Images are to be omitted, and the rest of the records reproduced exactly.

-- Task material follows --

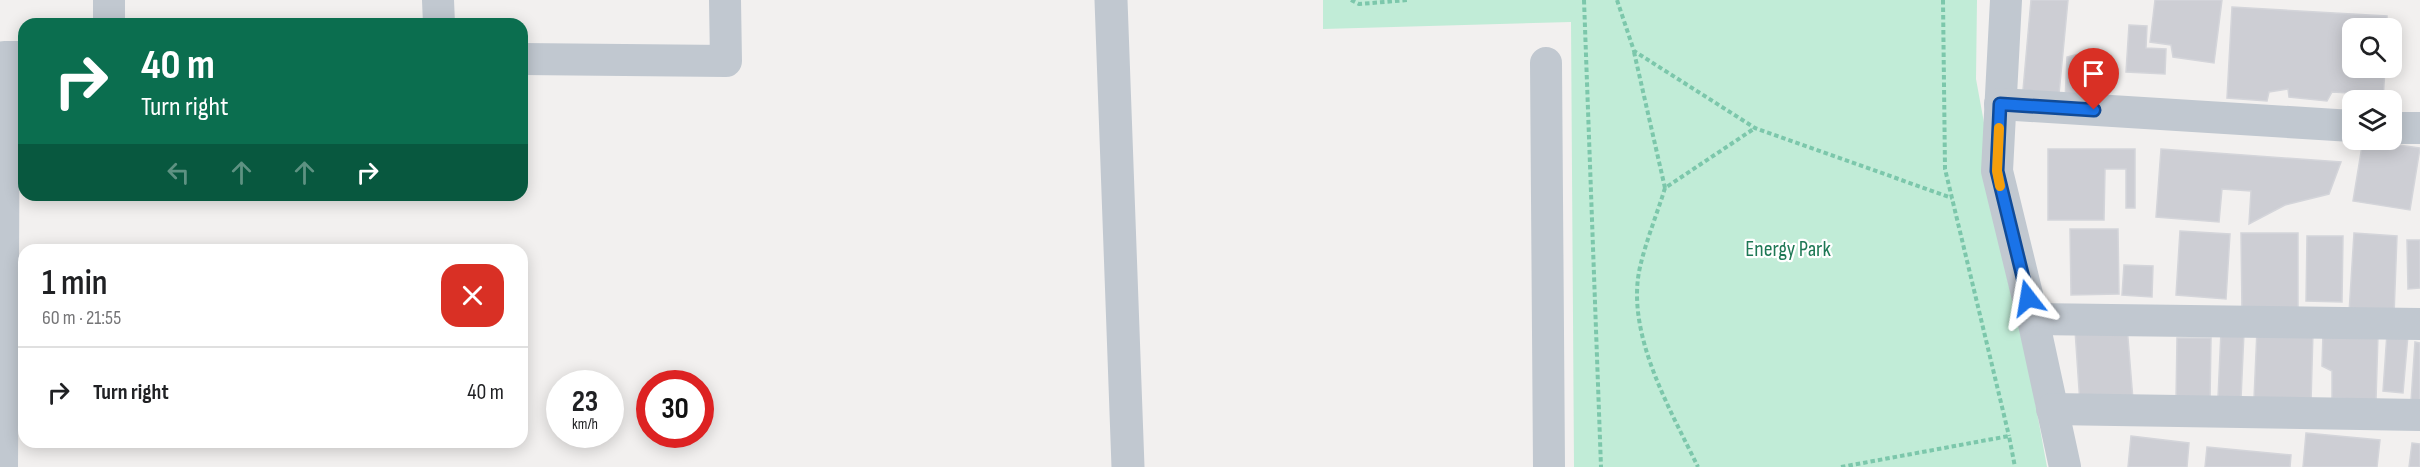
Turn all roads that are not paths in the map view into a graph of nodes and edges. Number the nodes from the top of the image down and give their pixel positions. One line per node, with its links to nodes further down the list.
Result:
1 (109, 0): 6 (street)
2 (438, 0): 7 (street)
3 (725, 0): 9 (street)
4 (1111, 0): 20 (street)
5 (2006, 0): 11 (street)
6 (109, 18)
7 (439, 18)
8 (9, 57): 19 (street)
9 (528, 59)
10 (1546, 63): 21 (street)
11 (2000, 104): 12 (street); 15 (street)
12 (2342, 125)
13 (2402, 128): 14 (street)
14 (2420, 128)
15 (2033, 319): 16 (street); 17 (street)
16 (2420, 324)
17 (2052, 409): 18 (street); 22 (street)
18 (2420, 415)
19 (2, 467)
20 (1128, 467)
21 (1549, 467)
22 (2065, 467)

-- Task material concluded --

> _Written answer_:
Turn all roads that are not paths in the map view into a graph of nodes and edges. Number the nodes from the top of the image down and give their pixel positions. One line per node, with its links to nodes further down the list.
Result:
1 (109, 0): 6 (street)
2 (438, 0): 7 (street)
3 (725, 0): 9 (street)
4 (1111, 0): 20 (street)
5 (2006, 0): 11 (street)
6 (109, 18)
7 (439, 18)
8 (9, 57): 19 (street)
9 (528, 59)
10 (1546, 63): 21 (street)
11 (2000, 104): 12 (street); 15 (street)
12 (2342, 125)
13 (2402, 128): 14 (street)
14 (2420, 128)
15 (2033, 319): 16 (street); 17 (street)
16 (2420, 324)
17 (2052, 409): 18 (street); 22 (street)
18 (2420, 415)
19 (2, 467)
20 (1128, 467)
21 (1549, 467)
22 (2065, 467)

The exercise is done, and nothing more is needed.